Social media first emerged in the mid nineteen-nineties, long after Brian O’Nolan’s lifetime, but in this note I want to analyse how his work might transfer to a contemporary social media landscape and what a modern Myles would look like. This is of personal relevance, as I am one of the few satirists working in Irish literature and have found that promoting my work on social media has been detrimental to it. The nature of social media pile-ons, censorious stances, misquotes, and quoting out of context make it difficult to write polemically. In this highly sensitive world, people can respond instantly and claim that they are offended, leading to an intolerance of satire, which by its very nature offends. Brian O’Nolan was a brilliant and fearless exponent of the genre. It is therefore extremely useful for satirists to imagine Myles’s journey through the rocky waters of social media.
I would argue strongly in favour of writers emulating Myles’s approach in spite of the discursive trends of social media. Myles has certainly influenced me as a writer. I wrote an essay for The Honest Ulsterman three years ago called ‘The Writer Naming Service’ in which I rechristened myself Ros Mhuire na Lagairini (translated as Rosemary of the Little Lagers).1 In this article, I opened a brewery selling Writers Bitter and a low-price lager called Writers on the Brew.

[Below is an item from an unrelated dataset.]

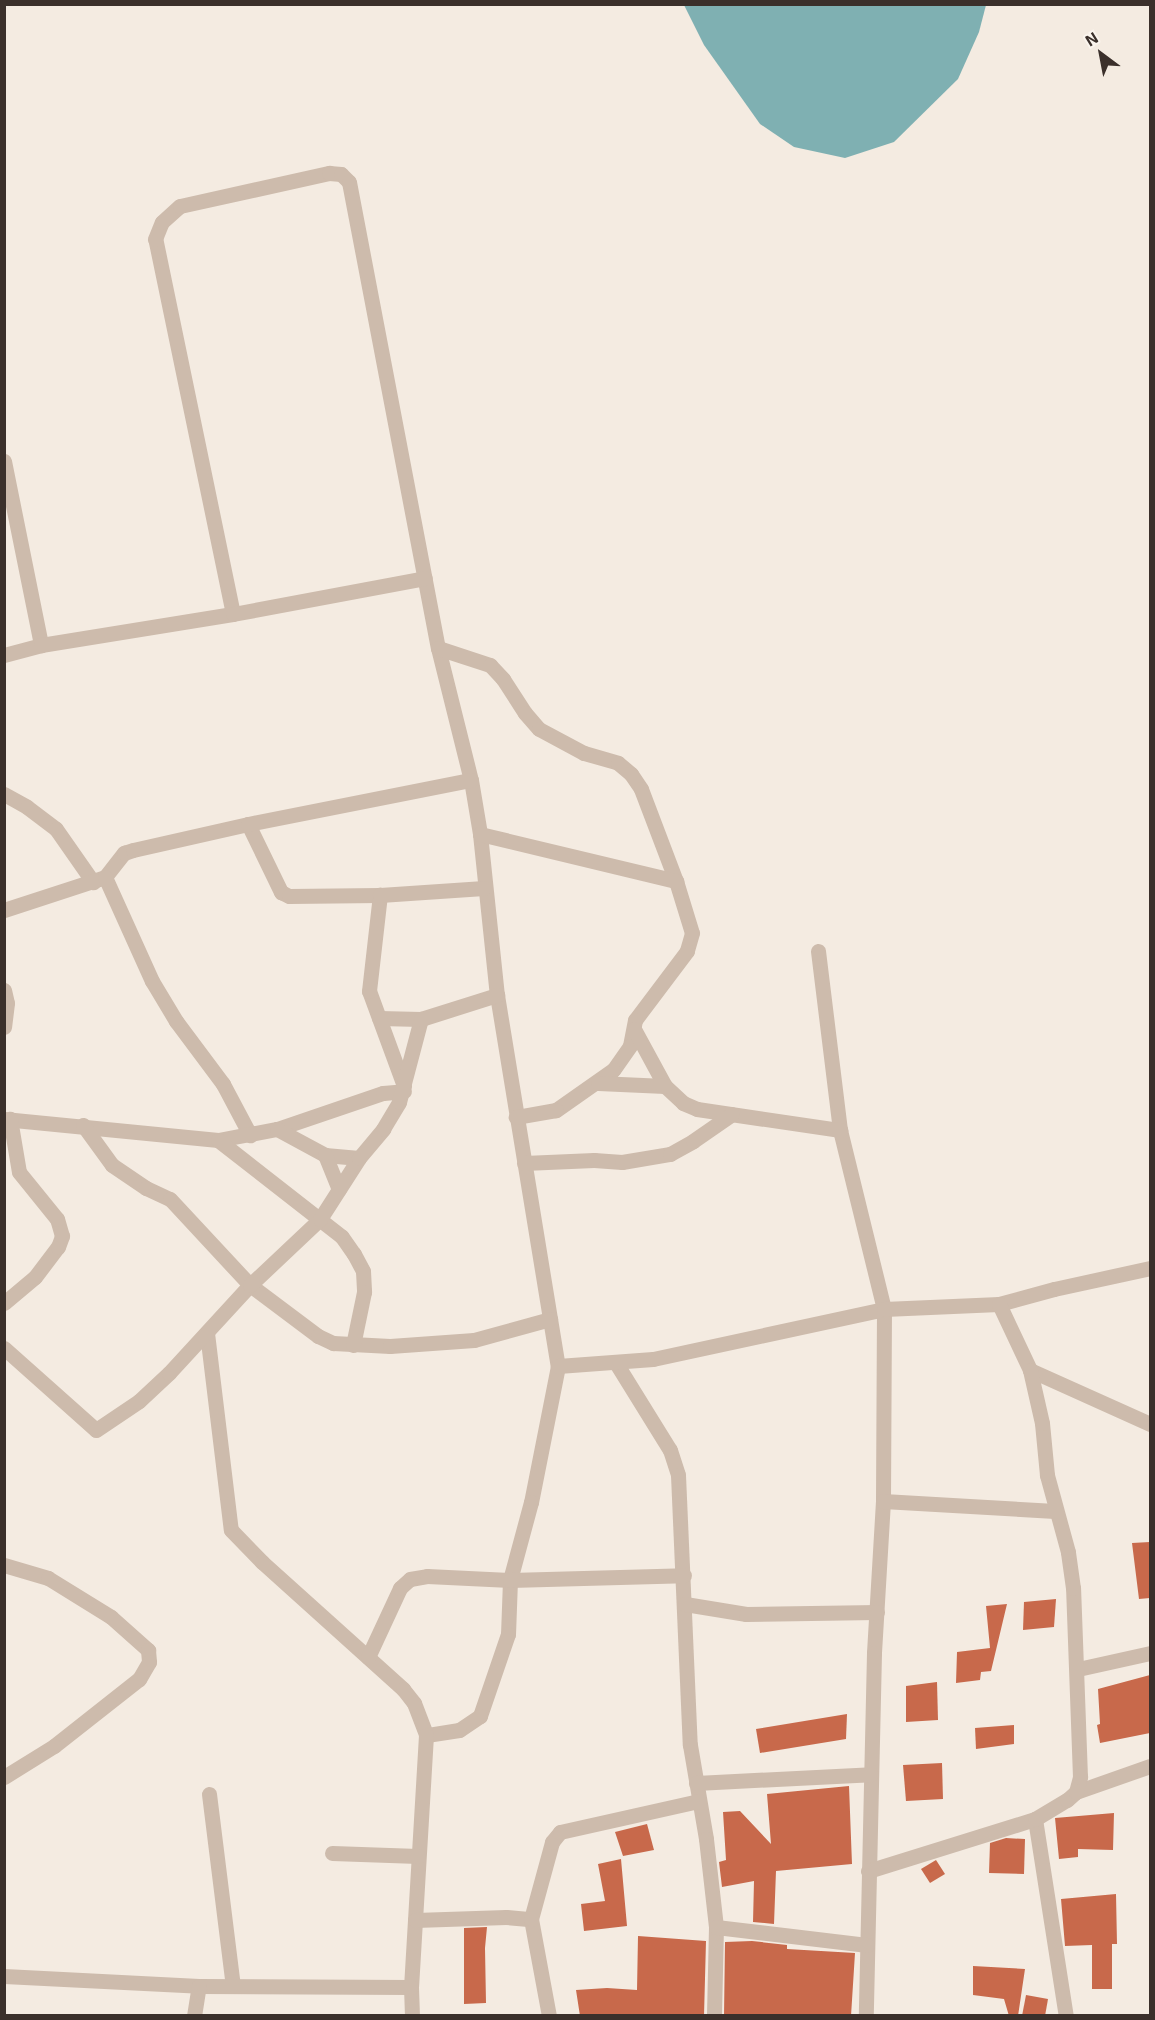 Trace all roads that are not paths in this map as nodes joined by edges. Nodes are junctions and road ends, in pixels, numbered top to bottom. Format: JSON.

While O’Nolan was unable to experience social media himself, his work has been celebrated by social media accounts such as the International Flann O’Brien Society on X and Bluesky, and the Flann O’Brien Appreciation Group ‘Is It About A Bicycle?’ on Facebook, although there appears to be a gap in the market when it comes to a platform devoted to disseminating his quotes. I am going to focus on Myles’s journalism, specifically the selection in The Best of Myles, because it is arguable that his column was the social media of its day in terms of the popularity and citability of his words, such as his signature exclamation, ‘begob.’ The examples I will consider from The Best of Myles reveal how his work is still relevant today.
First, it is worth questioning what Brian O’Nolan would be doing now if he lived in the twenty-first century. Although imagining his life can look like playful speculation, it is important for writers to see modern parallels. O’Nolan worked for eighteen years in the Irish Civil Service and, in a similar post nowadays, he would have plenty of time to write articles and tweets while working from home. The only difficulty for him would be to navigate our relentless email culture.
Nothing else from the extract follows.